Find every line below with the word "ring" in it, and copy each one.

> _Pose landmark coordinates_
━━━━━━━━━━

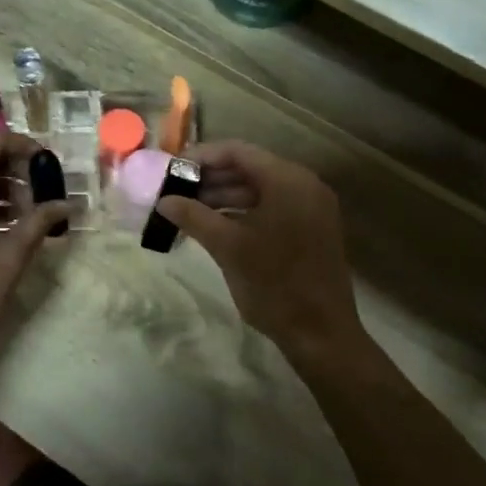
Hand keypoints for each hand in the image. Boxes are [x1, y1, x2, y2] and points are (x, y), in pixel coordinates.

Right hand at [153, 141, 362, 361]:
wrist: (321, 333)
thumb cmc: (274, 284)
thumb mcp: (228, 248)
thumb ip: (194, 217)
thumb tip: (164, 201)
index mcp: (287, 180)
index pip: (238, 152)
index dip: (202, 157)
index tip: (172, 170)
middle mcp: (304, 185)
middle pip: (249, 168)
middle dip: (210, 179)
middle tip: (175, 192)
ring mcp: (310, 208)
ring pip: (259, 190)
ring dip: (224, 198)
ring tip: (188, 212)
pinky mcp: (311, 229)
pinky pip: (272, 207)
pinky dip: (243, 213)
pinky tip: (215, 227)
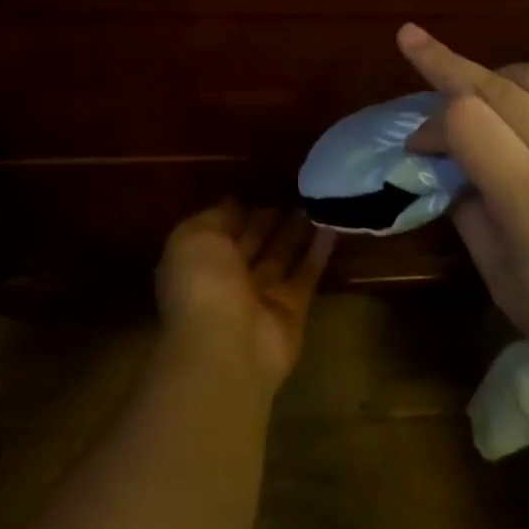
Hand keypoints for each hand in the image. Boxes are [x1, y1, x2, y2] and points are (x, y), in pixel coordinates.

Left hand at [156, 201, 335, 394]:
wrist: (226, 344)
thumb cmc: (203, 281)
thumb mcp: (196, 235)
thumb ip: (217, 216)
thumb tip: (236, 202)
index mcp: (199, 259)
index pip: (223, 227)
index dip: (242, 207)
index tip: (265, 184)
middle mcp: (227, 278)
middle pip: (253, 241)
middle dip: (270, 218)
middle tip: (297, 189)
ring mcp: (260, 296)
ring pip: (281, 256)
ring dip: (296, 232)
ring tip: (317, 202)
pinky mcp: (292, 310)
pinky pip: (306, 275)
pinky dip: (318, 252)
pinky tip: (333, 227)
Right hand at [399, 24, 528, 425]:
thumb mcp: (504, 285)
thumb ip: (472, 216)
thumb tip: (455, 172)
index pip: (466, 119)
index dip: (430, 124)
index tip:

━━━━━━━━━━

> _SOLUTION TO THIS TASK_
ring mcp: (310, 208)
ring pip: (259, 190)
ring dip: (224, 198)
ring tip: (188, 212)
ring mcp: (260, 296)
ring pip: (281, 256)
ring dip: (296, 232)
ring tip: (317, 202)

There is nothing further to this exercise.